(Records drawn from a dataset)
+++
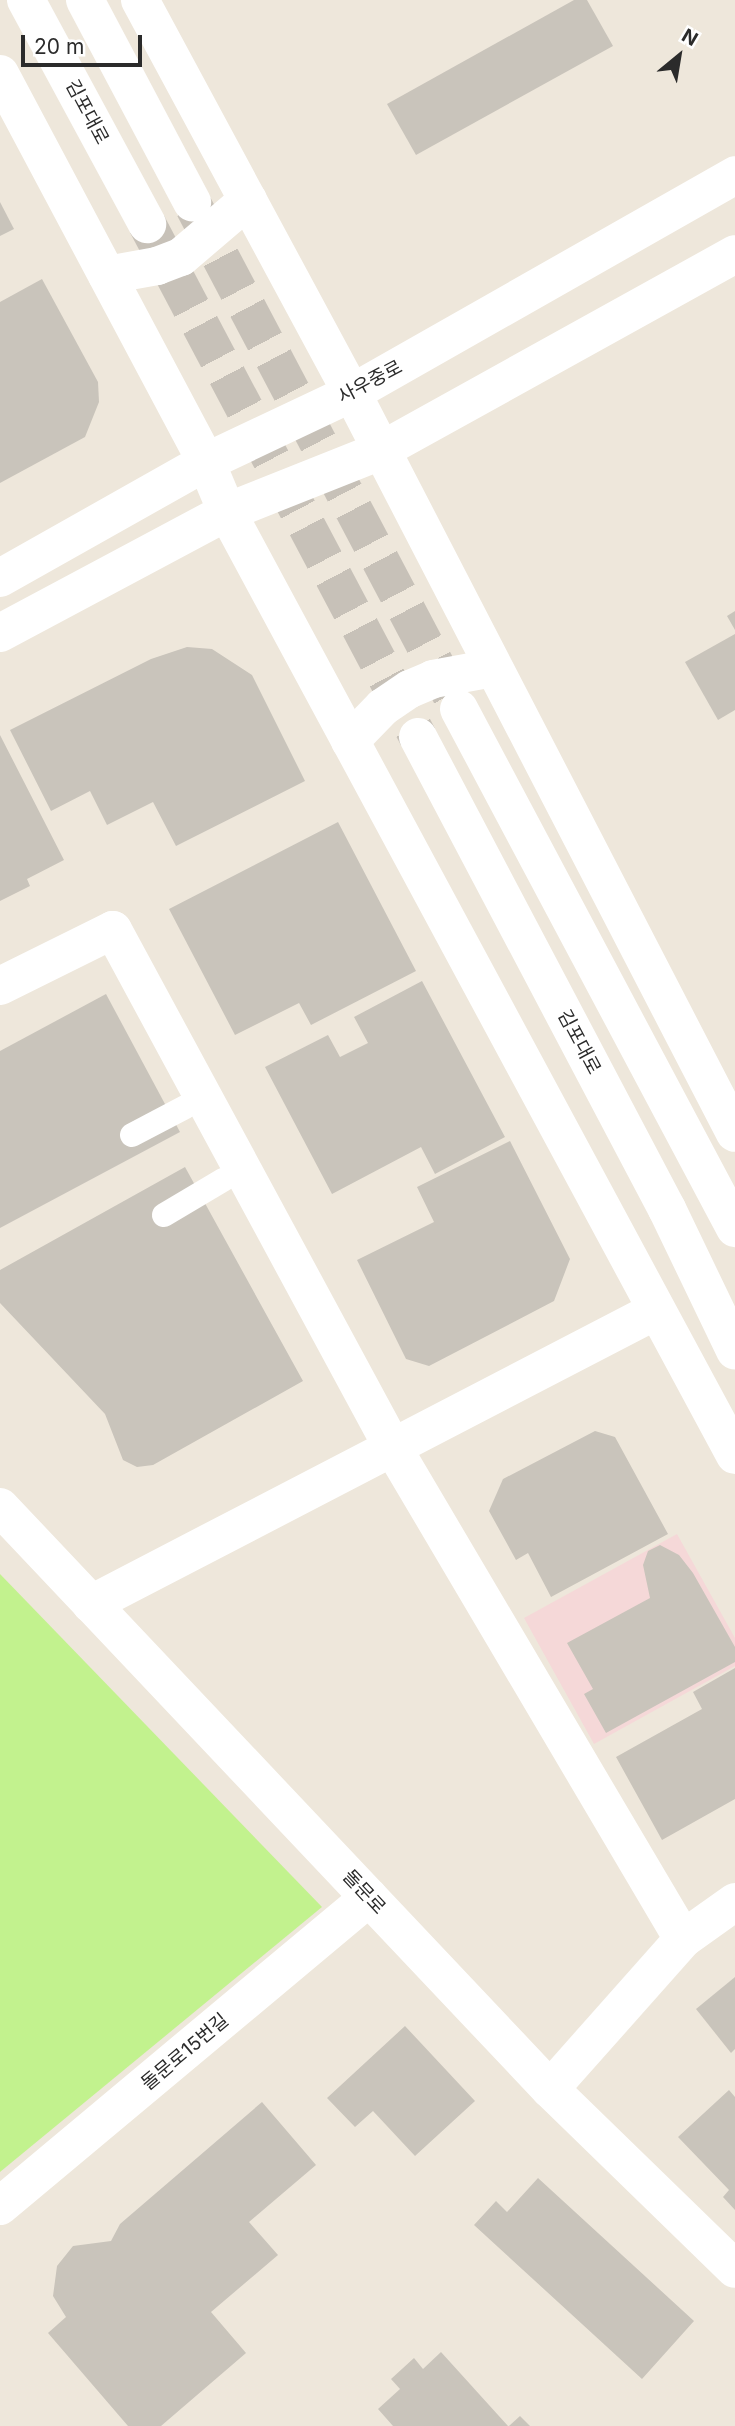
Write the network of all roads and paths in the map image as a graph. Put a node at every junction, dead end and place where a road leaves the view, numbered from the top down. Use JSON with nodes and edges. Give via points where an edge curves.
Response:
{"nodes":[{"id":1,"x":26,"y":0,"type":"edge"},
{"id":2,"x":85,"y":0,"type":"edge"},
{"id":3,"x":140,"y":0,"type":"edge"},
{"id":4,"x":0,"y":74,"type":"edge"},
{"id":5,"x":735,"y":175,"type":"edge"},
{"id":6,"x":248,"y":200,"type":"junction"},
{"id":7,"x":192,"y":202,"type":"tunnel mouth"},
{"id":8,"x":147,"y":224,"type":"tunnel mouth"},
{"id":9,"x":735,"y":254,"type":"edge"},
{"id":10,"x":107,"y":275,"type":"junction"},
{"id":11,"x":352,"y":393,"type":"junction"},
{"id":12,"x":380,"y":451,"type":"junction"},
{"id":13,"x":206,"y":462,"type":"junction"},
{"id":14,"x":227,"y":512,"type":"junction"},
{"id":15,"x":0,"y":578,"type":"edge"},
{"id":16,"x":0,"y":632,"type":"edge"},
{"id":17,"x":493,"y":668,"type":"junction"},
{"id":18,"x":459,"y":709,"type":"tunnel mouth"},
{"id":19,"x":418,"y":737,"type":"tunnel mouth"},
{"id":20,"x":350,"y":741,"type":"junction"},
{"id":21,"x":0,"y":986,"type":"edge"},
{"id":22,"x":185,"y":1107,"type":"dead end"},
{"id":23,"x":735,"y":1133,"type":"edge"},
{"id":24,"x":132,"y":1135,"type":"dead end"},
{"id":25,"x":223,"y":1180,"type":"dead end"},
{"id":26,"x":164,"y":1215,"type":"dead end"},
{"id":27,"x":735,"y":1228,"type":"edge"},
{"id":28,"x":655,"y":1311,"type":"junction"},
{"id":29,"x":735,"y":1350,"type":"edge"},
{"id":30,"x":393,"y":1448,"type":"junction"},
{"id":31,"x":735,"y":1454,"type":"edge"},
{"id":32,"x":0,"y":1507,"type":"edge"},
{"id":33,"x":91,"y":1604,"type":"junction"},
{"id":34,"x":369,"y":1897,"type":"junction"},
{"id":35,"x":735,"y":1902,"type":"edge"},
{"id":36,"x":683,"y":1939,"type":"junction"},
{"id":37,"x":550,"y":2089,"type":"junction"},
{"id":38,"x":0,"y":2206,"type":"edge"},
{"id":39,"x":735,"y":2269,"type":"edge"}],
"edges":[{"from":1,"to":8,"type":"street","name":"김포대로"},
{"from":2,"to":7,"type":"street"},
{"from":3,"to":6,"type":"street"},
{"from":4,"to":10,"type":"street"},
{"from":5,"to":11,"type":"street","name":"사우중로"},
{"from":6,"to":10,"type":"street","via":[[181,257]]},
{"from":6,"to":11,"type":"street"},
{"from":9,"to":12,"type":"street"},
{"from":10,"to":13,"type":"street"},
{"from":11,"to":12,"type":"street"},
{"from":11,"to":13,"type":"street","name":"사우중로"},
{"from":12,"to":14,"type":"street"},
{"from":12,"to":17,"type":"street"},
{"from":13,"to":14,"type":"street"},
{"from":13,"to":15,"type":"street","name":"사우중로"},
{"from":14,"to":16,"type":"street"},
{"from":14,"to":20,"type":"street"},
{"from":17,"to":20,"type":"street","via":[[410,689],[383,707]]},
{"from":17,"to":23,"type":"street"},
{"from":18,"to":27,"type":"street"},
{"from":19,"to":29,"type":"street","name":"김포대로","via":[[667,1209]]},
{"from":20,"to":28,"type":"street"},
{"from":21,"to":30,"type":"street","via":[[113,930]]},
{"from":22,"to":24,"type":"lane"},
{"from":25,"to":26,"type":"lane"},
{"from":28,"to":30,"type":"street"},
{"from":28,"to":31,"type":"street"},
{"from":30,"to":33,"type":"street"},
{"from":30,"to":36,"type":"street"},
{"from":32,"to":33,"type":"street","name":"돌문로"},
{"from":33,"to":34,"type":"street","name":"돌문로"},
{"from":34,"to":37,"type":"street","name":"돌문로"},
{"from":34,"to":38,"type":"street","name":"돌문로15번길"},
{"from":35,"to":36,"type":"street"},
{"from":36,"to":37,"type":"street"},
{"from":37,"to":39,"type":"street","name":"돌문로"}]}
+++
Work instructions:
Quote each entry above verbatim and drop the pictures.

Solution to this problem:
Write the network of all roads and paths in the map image as a graph. Put a node at every junction, dead end and place where a road leaves the view, numbered from the top down. Use JSON with nodes and edges. Give via points where an edge curves.
Response:
{"nodes":[{"id":1,"x":26,"y":0,"type":"edge"},
{"id":2,"x":85,"y":0,"type":"edge"},
{"id":3,"x":140,"y":0,"type":"edge"},
{"id":4,"x":0,"y":74,"type":"edge"},
{"id":5,"x":735,"y":175,"type":"edge"},
{"id":6,"x":248,"y":200,"type":"junction"},
{"id":7,"x":192,"y":202,"type":"tunnel mouth"},
{"id":8,"x":147,"y":224,"type":"tunnel mouth"},
{"id":9,"x":735,"y":254,"type":"edge"},
{"id":10,"x":107,"y":275,"type":"junction"},
{"id":11,"x":352,"y":393,"type":"junction"},
{"id":12,"x":380,"y":451,"type":"junction"},
{"id":13,"x":206,"y":462,"type":"junction"},
{"id":14,"x":227,"y":512,"type":"junction"},
{"id":15,"x":0,"y":578,"type":"edge"},
{"id":16,"x":0,"y":632,"type":"edge"},
{"id":17,"x":493,"y":668,"type":"junction"},
{"id":18,"x":459,"y":709,"type":"tunnel mouth"},
{"id":19,"x":418,"y":737,"type":"tunnel mouth"},
{"id":20,"x":350,"y":741,"type":"junction"},
{"id":21,"x":0,"y":986,"type":"edge"},
{"id":22,"x":185,"y":1107,"type":"dead end"},
{"id":23,"x":735,"y":1133,"type":"edge"},
{"id":24,"x":132,"y":1135,"type":"dead end"},
{"id":25,"x":223,"y":1180,"type":"dead end"},
{"id":26,"x":164,"y":1215,"type":"dead end"},
{"id":27,"x":735,"y":1228,"type":"edge"},
{"id":28,"x":655,"y":1311,"type":"junction"},
{"id":29,"x":735,"y":1350,"type":"edge"},
{"id":30,"x":393,"y":1448,"type":"junction"},
{"id":31,"x":735,"y":1454,"type":"edge"},
{"id":32,"x":0,"y":1507,"type":"edge"},
{"id":33,"x":91,"y":1604,"type":"junction"},
{"id":34,"x":369,"y":1897,"type":"junction"},
{"id":35,"x":735,"y":1902,"type":"edge"},
{"id":36,"x":683,"y":1939,"type":"junction"},
{"id":37,"x":550,"y":2089,"type":"junction"},
{"id":38,"x":0,"y":2206,"type":"edge"},
{"id":39,"x":735,"y":2269,"type":"edge"}],
"edges":[{"from":1,"to":8,"type":"street","name":"김포대로"},
{"from":2,"to":7,"type":"street"},
{"from":3,"to":6,"type":"street"},
{"from":4,"to":10,"type":"street"},
{"from":5,"to":11,"type":"street","name":"사우중로"},
{"from":6,"to":10,"type":"street","via":[[181,257]]},
{"from":6,"to":11,"type":"street"},
{"from":9,"to":12,"type":"street"},
{"from":10,"to":13,"type":"street"},
{"from":11,"to":12,"type":"street"},
{"from":11,"to":13,"type":"street","name":"사우중로"},
{"from":12,"to":14,"type":"street"},
{"from":12,"to":17,"type":"street"},
{"from":13,"to":14,"type":"street"},
{"from":13,"to":15,"type":"street","name":"사우중로"},
{"from":14,"to":16,"type":"street"},
{"from":14,"to":20,"type":"street"},
{"from":17,"to":20,"type":"street","via":[[410,689],[383,707]]},
{"from":17,"to":23,"type":"street"},
{"from":18,"to":27,"type":"street"},
{"from":19,"to":29,"type":"street","name":"김포대로","via":[[667,1209]]},
{"from":20,"to":28,"type":"street"},
{"from":21,"to":30,"type":"street","via":[[113,930]]},
{"from":22,"to":24,"type":"lane"},
{"from":25,"to":26,"type":"lane"},
{"from":28,"to":30,"type":"street"},
{"from":28,"to":31,"type":"street"},
{"from":30,"to":33,"type":"street"},
{"from":30,"to":36,"type":"street"},
{"from":32,"to":33,"type":"street","name":"돌문로"},
{"from":33,"to":34,"type":"street","name":"돌문로"},
{"from":34,"to":37,"type":"street","name":"돌문로"},
{"from":34,"to":38,"type":"street","name":"돌문로15번길"},
{"from":35,"to":36,"type":"street"},
{"from":36,"to":37,"type":"street"},
{"from":37,"to":39,"type":"street","name":"돌문로"}]}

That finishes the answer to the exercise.